The main thesis of this beautifully produced volume is that Poe consistently sought and valued beauty as the goal of art, and insofar as the visual arts corroborated that direction, they were useful to him. In Barbara Cantalupo’s words, “The explicit references to paintings and painters … in many of Poe’s stories and sketches enhance thematic concerns or help produce a preconceived effect” [1]. In five well-organized chapters, this thesis is explored and supported with thoughtful elegance. The first chapter, “Poe’s Exposure to Art Exhibited in Philadelphia and Manhattan, 1838–1845,” establishes the range of art accessible to Poe. The second chapter, “Artists and Artworks in Poe’s Short Stories and Sketches,” provides a chronological overview of Poe’s references to visual artists, paintings, and sculptures from 1838 through 1849. The third chapter, “Poe’s Homely Interiors,” “examines the ways Poe’s well-known strategy of manipulating the merest detail can reveal undercurrent meanings, thematic resonances, nuanced complications of plot, and/or satirical responses to cultural norms” [4]. In the fourth chapter, “Poe’s Visual Tricks,” the act of seeing comes under consideration as an important element in several of Poe’s short stories. The fifth chapter, “Poe’s Art Criticism,” traces Poe’s direct responses to illustrations and exhibited art in his book reviews and contributions to magazines. Finally, an appendix lists Poe’s references to artists, paintings, drawings, and sculptures.

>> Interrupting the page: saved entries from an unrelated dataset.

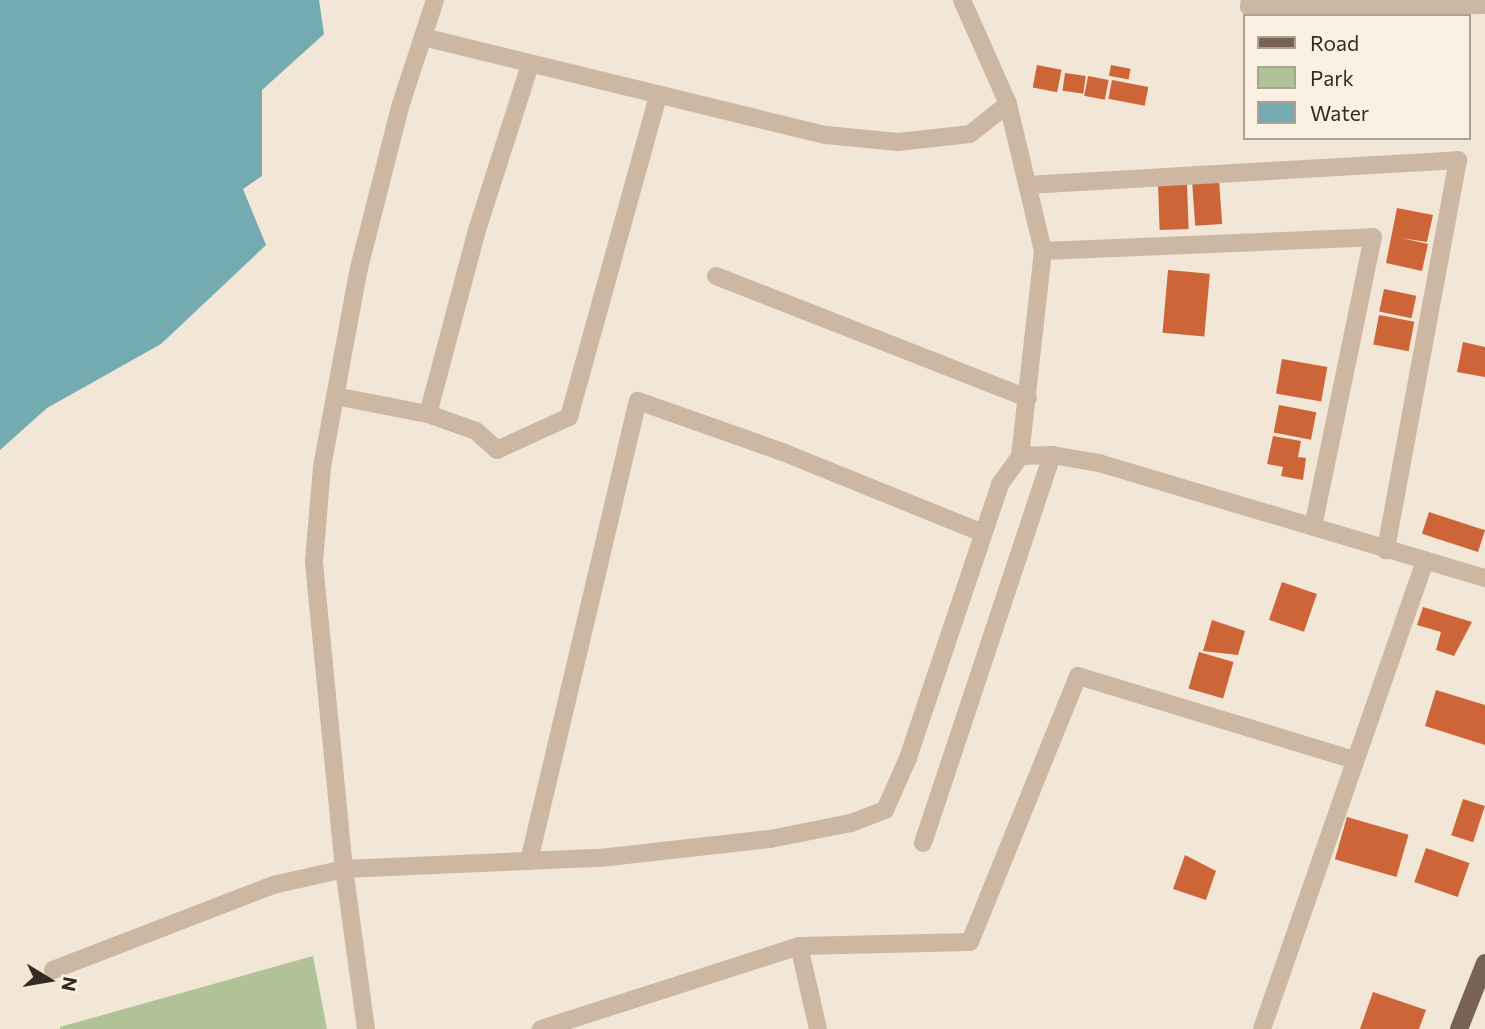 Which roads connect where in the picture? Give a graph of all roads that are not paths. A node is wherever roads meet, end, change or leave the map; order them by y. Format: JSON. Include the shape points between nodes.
{"nodes":[{"id":1,"x":435,"y":0,"type":"edge"},
{"id":2,"x":962,"y":0,"type":"edge"},
{"id":3,"x":1250,"y":0,"type":"edge"},
{"id":4,"x":1485,"y":5,"type":"edge"},
{"id":5,"x":423,"y":37,"type":"junction"},
{"id":6,"x":530,"y":65,"type":"junction"},
{"id":7,"x":658,"y":97,"type":"junction"},
{"id":8,"x":1008,"y":104,"type":"junction"},
{"id":9,"x":1027,"y":185,"type":"junction"},
{"id":10,"x":1043,"y":251,"type":"junction"},
{"id":11,"x":716,"y":276,"type":"dead end"},
{"id":12,"x":335,"y":396,"type":"junction"},
{"id":13,"x":1028,"y":398,"type":"junction"},
{"id":14,"x":428,"y":414,"type":"junction"},
{"id":15,"x":1052,"y":455,"type":"junction"},
{"id":16,"x":1020,"y":456,"type":"junction"},
{"id":17,"x":1313,"y":527,"type":"junction"},
{"id":18,"x":983,"y":533,"type":"junction"},
{"id":19,"x":1386,"y":550,"type":"junction"},
{"id":20,"x":1425,"y":561,"type":"junction"},
{"id":21,"x":1485,"y":578,"type":"edge"},
{"id":22,"x":1354,"y":760,"type":"junction"},
{"id":23,"x":923,"y":843,"type":"dead end"},
{"id":24,"x":529,"y":861,"type":"junction"},
{"id":25,"x":344,"y":869,"type":"junction"},
{"id":26,"x":799,"y":946,"type":"junction"},
{"id":27,"x":1485,"y":963,"type":"edge"},
{"id":28,"x":53,"y":970,"type":"dead end"},
{"id":29,"x":366,"y":1029,"type":"edge"},
{"id":30,"x":541,"y":1029,"type":"edge"},
{"id":31,"x":818,"y":1029,"type":"edge"},
{"id":32,"x":1262,"y":1029,"type":"edge"},
{"id":33,"x":1459,"y":1029,"type":"edge"}],
"edges":[{"from":1,"to":5,"type":"street"},
{"from":2,"to":8,"type":"street"},
{"from":3,"to":4,"type":"street","via":[[1249,7]]},
{"from":5,"to":6,"type":"street"},
{"from":5,"to":12,"type":"street","via":[[359,268]]},
{"from":6,"to":7,"type":"street"},
{"from":6,"to":14,"type":"street","via":[[477,230]]},
{"from":7,"to":8,"type":"street","via":[[826,135],[898,142],[970,134]]},
{"from":7,"to":14,"type":"street","via":[[569,417],[496,450],[476,431]]},
{"from":8,"to":9,"type":"street"},
{"from":9,"to":10,"type":"street"},
{"from":9,"to":19,"type":"street","via":[[1458,160]]},
{"from":10,"to":13,"type":"street"},
{"from":10,"to":17,"type":"street","via":[[1373,237]]},
{"from":11,"to":13,"type":"street"},
{"from":12,"to":14,"type":"street"},
{"from":12,"to":25,"type":"street","via":[[322,467],[314,561]]},
{"from":13,"to":16,"type":"street"},
{"from":15,"to":16,"type":"street"},
{"from":15,"to":17,"type":"street","via":[[1099,463]]},
{"from":15,"to":23,"type":"street"},
{"from":16,"to":18,"type":"street","via":[[1000,484]]},
{"from":17,"to":19,"type":"street"},
{"from":18,"to":24,"type":"street","via":[[908,758],[885,810],[851,823],[770,839]]},
{"from":18,"to":24,"type":"street","via":[[779,451],[638,401]]},
{"from":19,"to":20,"type":"street"},
{"from":20,"to":21,"type":"street"},
{"from":20,"to":22,"type":"street"},
{"from":22,"to":26,"type":"street","via":[[1077,676],[970,942]]},
{"from":22,"to":32,"type":"street"},
{"from":24,"to":25,"type":"street"},
{"from":25,"to":28,"type":"street","via":[[273,885]]},
{"from":25,"to":29,"type":"street"},
{"from":26,"to":30,"type":"street"},
{"from":26,"to":31,"type":"street"},
{"from":27,"to":33,"type":"main road"}]} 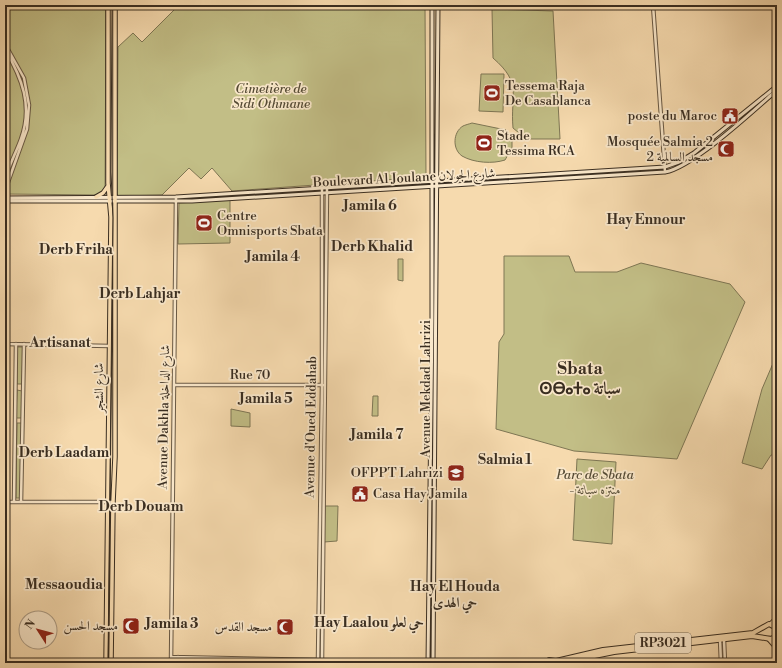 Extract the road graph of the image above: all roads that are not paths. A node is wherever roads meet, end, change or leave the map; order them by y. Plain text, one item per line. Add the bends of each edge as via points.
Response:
1 (108, 5) edge
2 (115, 5) edge
3 (432, 5) edge
4 (438, 5) edge
5 (653, 5) edge
6 (432, 35) junction
7 (437, 35) junction
8 (5, 44) edge
9 (5, 49) edge
10 (431, 56) junction
11 (437, 56) junction
12 (777, 86) edge
13 (777, 90) edge
14 (665, 167) junction
15 (665, 172) junction
16 (5, 179) edge
17 (432, 182) junction
18 (436, 182) junction
19 (108, 183) junction
20 (437, 187) junction
21 (322, 188) junction
22 (326, 188) junction
23 (432, 188) junction
24 (322, 193) junction
25 (327, 193) junction
26 (192, 196) junction
27 (96, 197) junction
28 (116, 197) junction
29 (176, 197) junction
30 (109, 199) junction
31 (6, 200) edge
32 (192, 201) junction
33 (116, 202) junction
34 (175, 202) junction
35 (6, 344) edge
36 (16, 344) junction
37 (24, 344) junction
38 (110, 346) junction
39 (324, 385) junction
40 (174, 386) junction
41 (5, 502) edge
42 (14, 502) junction
43 (21, 502) junction
44 (111, 503) junction
45 (777, 618) edge
46 (771, 624) junction
47 (777, 627) edge
48 (764, 628) junction
49 (777, 636) edge
50 (765, 637) junction
51 (769, 639) junction
52 (722, 640) junction
53 (777, 648) edge
54 (171, 657) junction
55 (178, 657) junction
56 (318, 660) junction
57 (554, 662) edge
58 (106, 663) edge
59 (111, 663) edge
60 (171, 663) edge
61 (178, 663) edge
62 (428, 663) edge
63 (433, 663) edge
64 (546, 663) edge
65 (560, 663) edge
66 (721, 663) edge
67 (725, 663) edge

1 - 19 main road, شارع الشجر
2 - 28 main road, شارع الشجر
3 - 6 main road, Avenue Mekdad Lahrizi
4 - 7 main road, Avenue Mekdad Lahrizi
5 - 14 street
6 - 7 main road
6 - 10 main road, Avenue Mekdad Lahrizi
7 - 11 main road, Avenue Mekdad Lahrizi
8 - 31 street via 24,78 29,104 25,135 7,182
9 - 16 street via 22,82 26,113 22,136
10 - 11 main road
10 - 17 main road, Avenue Mekdad Lahrizi
11 - 18 main road, Avenue Mekdad Lahrizi
12 - 14 main road, Boulevard Al Joulane شارع الجولان via 694,153
13 - 15 main road, Boulevard Al Joulane شارع الجولان via 698,155 678,168
14 - 15 street
14 - 18 main road, Boulevard Al Joulane شارع الجولان
15 - 20 main road, Boulevard Al Joulane شارع الجولان
17 - 18 main road, Boulevard Al Joulane شارع الجولان
17 - 22 main road, Boulevard Al Joulane شارع الجولان
17 - 23 main road, Avenue Mekdad Lahrizi
18 - 20 main road, Avenue Mekdad Lahrizi
19 - 27 main road via 106,190
19 - 30 main road, شارع الشجر
20 - 23 main road, Boulevard Al Joulane شارع الجولان
20 - 63 main road, Avenue Mekdad Lahrizi
21 - 22 main road, Boulevard Al Joulane شارع الجولان
21 - 24 street, Avenue d'Oued Eddahab
21 - 26 main road, Boulevard Al Joulane شارع الجولان
22 - 25 street, Avenue d'Oued Eddahab
23 - 25 main road, Boulevard Al Joulane شارع الجولان
23 - 62 main road, Avenue Mekdad Lahrizi
24 - 25 main road, Boulevard Al Joulane شارع الجولان
24 - 32 main road, Boulevard Al Joulane شارع الجولان
24 - 39 street, Avenue d'Oued Eddahab
25 - 39 street, Avenue d'Oued Eddahab
26 - 29 main road, Boulevard Al Joulane شارع الجولان
26 - 32 main road
27 - 30 main road, Boulevard Al Joulane شارع الجولان
27 - 31 main road, Boulevard Al Joulane شارع الجولان
28 - 29 main road, Boulevard Al Joulane شارع الجولان
28 - 30 main road, Boulevard Al Joulane شارع الجولان
28 - 33 main road, شارع الشجر
29 - 34 street, Avenue Dakhla شارع الداخلة
30 - 31 main road, Boulevard Al Joulane شارع الجولان
30 - 33 main road, Boulevard Al Joulane شارع الجولان
30 - 38 main road, شارع الشجر
31 - 35 street
32 - 34 main road, Boulevard Al Joulane شارع الجولان
33 - 34 main road, Boulevard Al Joulane شارع الجولان
33 - 44 main road, شارع الشجر via 115,457
34 - 40 street, Avenue Dakhla شارع الداخلة
35 - 36 street
36 - 37 street
36 - 42 street
37 - 38 street
37 - 43 street
38 - 44 main road, شارع الشجر
39 - 40 street, Rue 70
39 - 56 street, Avenue d'Oued Eddahab
39 - 56 street, Avenue d'Oued Eddahab via 323,659
40 - 54 street, Avenue Dakhla شارع الداخلة
41 - 42 street
42 - 43 street
43 - 44 street
44 - 58 main road
44 - 59 main road
45 - 46 highway
46 - 47 highway
46 - 48 highway, RP3021
48 - 50 highway
48 - 57 highway, RP3021 via 753,633 607,649
49 - 51 highway
50 - 51 highway, RP3021
50 - 52 highway, RP3021
51 - 53 highway
52 - 65 highway, RP3021 via 614,652
52 - 66 street
52 - 67 street
54 - 55 street
54 - 60 street, Avenue Dakhla شارع الداخلة
55 - 56 street
55 - 61 street
57 - 64 highway, RP3021 via 549,660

The cities of Philadelphia and New York, as Cantalupo observes, offered Poe significant venues for viewing art. The Pennsylvania Academy of Fine Arts (PAFA) was established in 1809 as both exhibition space and art school, and although it suffered a disastrous fire in June 1845, its collections of plaster casts and European and American paintings up to that point would have been familiar to Poe. In New York, the National Academy of Design was founded in 1825, and the American Art-Union, a subscription-based organization, functioned from 1839 to 1851. In the new nation, the only other comparable institutions were the Boston Athenaeum, established in 1807, and the Wadsworth Atheneum, founded in 1842 in Hartford.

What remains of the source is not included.